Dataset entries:
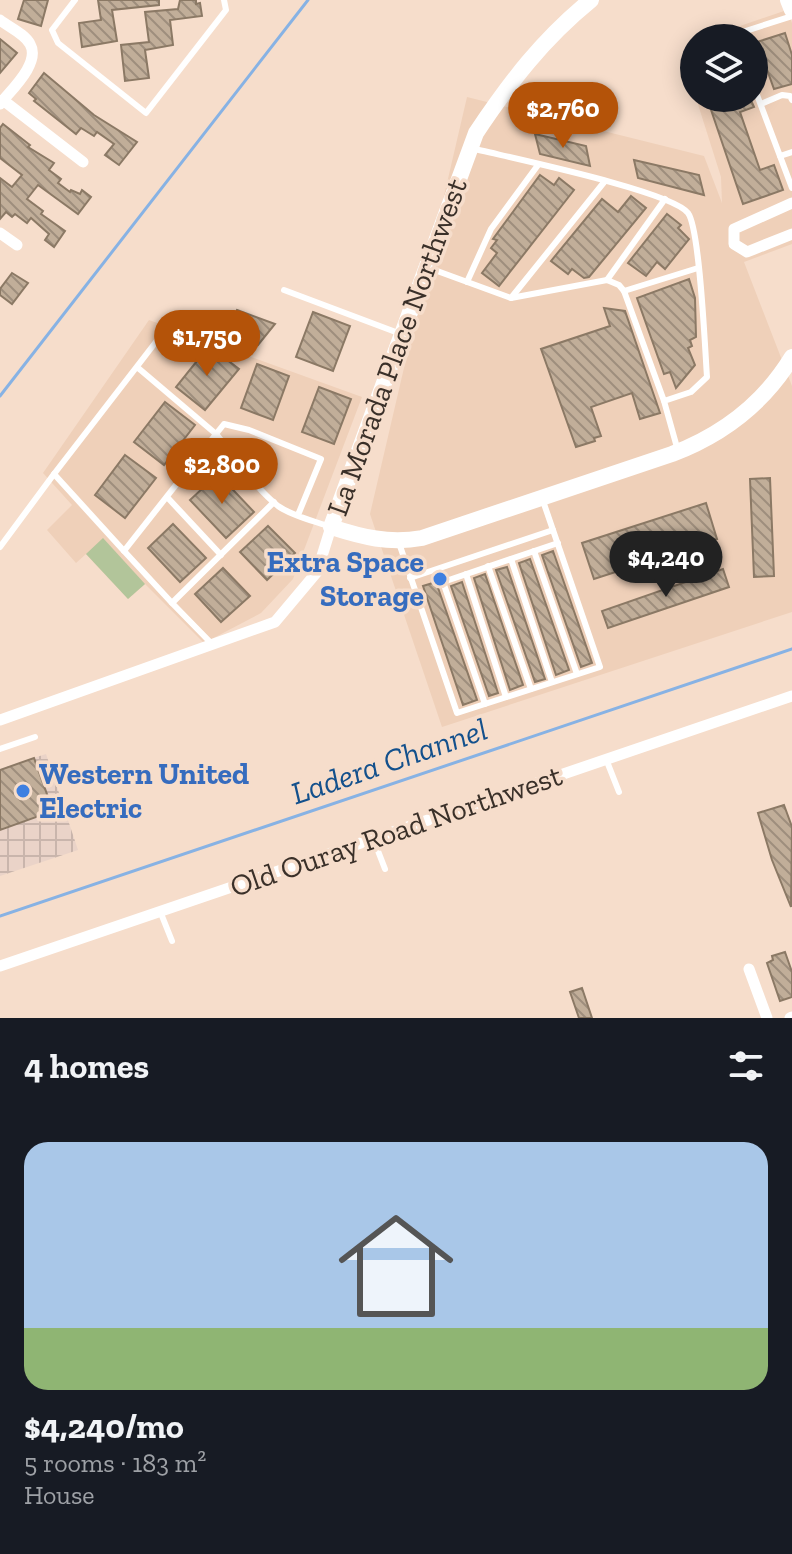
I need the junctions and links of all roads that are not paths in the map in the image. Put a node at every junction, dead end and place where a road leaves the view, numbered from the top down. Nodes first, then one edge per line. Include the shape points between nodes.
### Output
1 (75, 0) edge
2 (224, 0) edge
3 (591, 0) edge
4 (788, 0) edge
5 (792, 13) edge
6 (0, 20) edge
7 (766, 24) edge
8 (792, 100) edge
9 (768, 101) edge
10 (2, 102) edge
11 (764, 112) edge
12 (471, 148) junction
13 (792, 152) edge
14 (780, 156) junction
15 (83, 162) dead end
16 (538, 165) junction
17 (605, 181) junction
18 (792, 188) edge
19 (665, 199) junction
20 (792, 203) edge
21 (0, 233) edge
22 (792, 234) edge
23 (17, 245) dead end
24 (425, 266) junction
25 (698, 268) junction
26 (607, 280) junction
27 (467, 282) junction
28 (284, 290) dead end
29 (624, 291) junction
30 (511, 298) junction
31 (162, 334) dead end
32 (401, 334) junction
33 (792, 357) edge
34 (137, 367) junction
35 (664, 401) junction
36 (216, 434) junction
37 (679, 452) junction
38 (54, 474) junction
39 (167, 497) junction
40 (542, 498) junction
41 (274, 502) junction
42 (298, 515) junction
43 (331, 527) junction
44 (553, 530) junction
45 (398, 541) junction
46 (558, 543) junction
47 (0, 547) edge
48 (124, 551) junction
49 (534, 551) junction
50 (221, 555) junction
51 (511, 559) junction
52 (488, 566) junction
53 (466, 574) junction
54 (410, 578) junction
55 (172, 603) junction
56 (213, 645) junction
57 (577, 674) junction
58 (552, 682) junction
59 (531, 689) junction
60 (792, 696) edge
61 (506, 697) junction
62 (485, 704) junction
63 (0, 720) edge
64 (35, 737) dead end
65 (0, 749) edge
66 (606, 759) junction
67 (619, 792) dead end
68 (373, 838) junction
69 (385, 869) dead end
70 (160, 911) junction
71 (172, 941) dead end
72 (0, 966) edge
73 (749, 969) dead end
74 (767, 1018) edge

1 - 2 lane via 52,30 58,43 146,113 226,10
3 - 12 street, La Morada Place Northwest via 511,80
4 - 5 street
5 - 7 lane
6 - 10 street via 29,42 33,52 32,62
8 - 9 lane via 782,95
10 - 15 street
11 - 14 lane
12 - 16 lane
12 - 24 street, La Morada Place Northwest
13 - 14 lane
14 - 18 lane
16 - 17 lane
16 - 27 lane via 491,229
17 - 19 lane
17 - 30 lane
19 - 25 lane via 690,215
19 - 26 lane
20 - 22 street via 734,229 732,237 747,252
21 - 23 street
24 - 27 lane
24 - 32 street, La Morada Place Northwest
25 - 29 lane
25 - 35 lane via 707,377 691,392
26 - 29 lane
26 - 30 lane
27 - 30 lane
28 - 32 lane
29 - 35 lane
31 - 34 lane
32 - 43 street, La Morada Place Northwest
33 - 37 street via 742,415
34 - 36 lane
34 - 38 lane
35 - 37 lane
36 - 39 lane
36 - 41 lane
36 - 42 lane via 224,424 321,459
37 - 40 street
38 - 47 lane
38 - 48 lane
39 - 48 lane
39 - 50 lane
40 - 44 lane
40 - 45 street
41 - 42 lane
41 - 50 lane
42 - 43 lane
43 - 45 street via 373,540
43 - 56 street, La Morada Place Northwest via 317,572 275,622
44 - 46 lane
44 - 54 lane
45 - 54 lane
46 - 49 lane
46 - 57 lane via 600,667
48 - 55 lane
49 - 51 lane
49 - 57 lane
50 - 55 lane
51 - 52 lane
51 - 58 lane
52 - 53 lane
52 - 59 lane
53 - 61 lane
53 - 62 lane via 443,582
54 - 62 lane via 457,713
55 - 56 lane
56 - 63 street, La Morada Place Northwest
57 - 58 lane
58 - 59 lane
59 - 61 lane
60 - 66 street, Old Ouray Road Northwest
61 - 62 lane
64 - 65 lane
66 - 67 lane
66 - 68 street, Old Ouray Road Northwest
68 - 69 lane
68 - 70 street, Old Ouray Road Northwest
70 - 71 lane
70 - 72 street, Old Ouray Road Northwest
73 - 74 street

Directions:
Output the records exactly. Drop the images.

Solution to the problem:
I need the junctions and links of all roads that are not paths in the map in the image. Put a node at every junction, dead end and place where a road leaves the view, numbered from the top down. Nodes first, then one edge per line. Include the shape points between nodes.
### Output
1 (75, 0) edge
2 (224, 0) edge
3 (591, 0) edge
4 (788, 0) edge
5 (792, 13) edge
6 (0, 20) edge
7 (766, 24) edge
8 (792, 100) edge
9 (768, 101) edge
10 (2, 102) edge
11 (764, 112) edge
12 (471, 148) junction
13 (792, 152) edge
14 (780, 156) junction
15 (83, 162) dead end
16 (538, 165) junction
17 (605, 181) junction
18 (792, 188) edge
19 (665, 199) junction
20 (792, 203) edge
21 (0, 233) edge
22 (792, 234) edge
23 (17, 245) dead end
24 (425, 266) junction
25 (698, 268) junction
26 (607, 280) junction
27 (467, 282) junction
28 (284, 290) dead end
29 (624, 291) junction
30 (511, 298) junction
31 (162, 334) dead end
32 (401, 334) junction
33 (792, 357) edge
34 (137, 367) junction
35 (664, 401) junction
36 (216, 434) junction
37 (679, 452) junction
38 (54, 474) junction
39 (167, 497) junction
40 (542, 498) junction
41 (274, 502) junction
42 (298, 515) junction
43 (331, 527) junction
44 (553, 530) junction
45 (398, 541) junction
46 (558, 543) junction
47 (0, 547) edge
48 (124, 551) junction
49 (534, 551) junction
50 (221, 555) junction
51 (511, 559) junction
52 (488, 566) junction
53 (466, 574) junction
54 (410, 578) junction
55 (172, 603) junction
56 (213, 645) junction
57 (577, 674) junction
58 (552, 682) junction
59 (531, 689) junction
60 (792, 696) edge
61 (506, 697) junction
62 (485, 704) junction
63 (0, 720) edge
64 (35, 737) dead end
65 (0, 749) edge
66 (606, 759) junction
67 (619, 792) dead end
68 (373, 838) junction
69 (385, 869) dead end
70 (160, 911) junction
71 (172, 941) dead end
72 (0, 966) edge
73 (749, 969) dead end
74 (767, 1018) edge

1 - 2 lane via 52,30 58,43 146,113 226,10
3 - 12 street, La Morada Place Northwest via 511,80
4 - 5 street
5 - 7 lane
6 - 10 street via 29,42 33,52 32,62
8 - 9 lane via 782,95
10 - 15 street
11 - 14 lane
12 - 16 lane
12 - 24 street, La Morada Place Northwest
13 - 14 lane
14 - 18 lane
16 - 17 lane
16 - 27 lane via 491,229
17 - 19 lane
17 - 30 lane
19 - 25 lane via 690,215
19 - 26 lane
20 - 22 street via 734,229 732,237 747,252
21 - 23 street
24 - 27 lane
24 - 32 street, La Morada Place Northwest
25 - 29 lane
25 - 35 lane via 707,377 691,392
26 - 29 lane
26 - 30 lane
27 - 30 lane
28 - 32 lane
29 - 35 lane
31 - 34 lane
32 - 43 street, La Morada Place Northwest
33 - 37 street via 742,415
34 - 36 lane
34 - 38 lane
35 - 37 lane
36 - 39 lane
36 - 41 lane
36 - 42 lane via 224,424 321,459
37 - 40 street
38 - 47 lane
38 - 48 lane
39 - 48 lane
39 - 50 lane
40 - 44 lane
40 - 45 street
41 - 42 lane
41 - 50 lane
42 - 43 lane
43 - 45 street via 373,540
43 - 56 street, La Morada Place Northwest via 317,572 275,622
44 - 46 lane
44 - 54 lane
45 - 54 lane
46 - 49 lane
46 - 57 lane via 600,667
48 - 55 lane
49 - 51 lane
49 - 57 lane
50 - 55 lane
51 - 52 lane
51 - 58 lane
52 - 53 lane
52 - 59 lane
53 - 61 lane
53 - 62 lane via 443,582
54 - 62 lane via 457,713
55 - 56 lane
56 - 63 street, La Morada Place Northwest
57 - 58 lane
58 - 59 lane
59 - 61 lane
60 - 66 street, Old Ouray Road Northwest
61 - 62 lane
64 - 65 lane
66 - 67 lane
66 - 68 street, Old Ouray Road Northwest
68 - 69 lane
68 - 70 street, Old Ouray Road Northwest
70 - 71 lane
70 - 72 street, Old Ouray Road Northwest
73 - 74 street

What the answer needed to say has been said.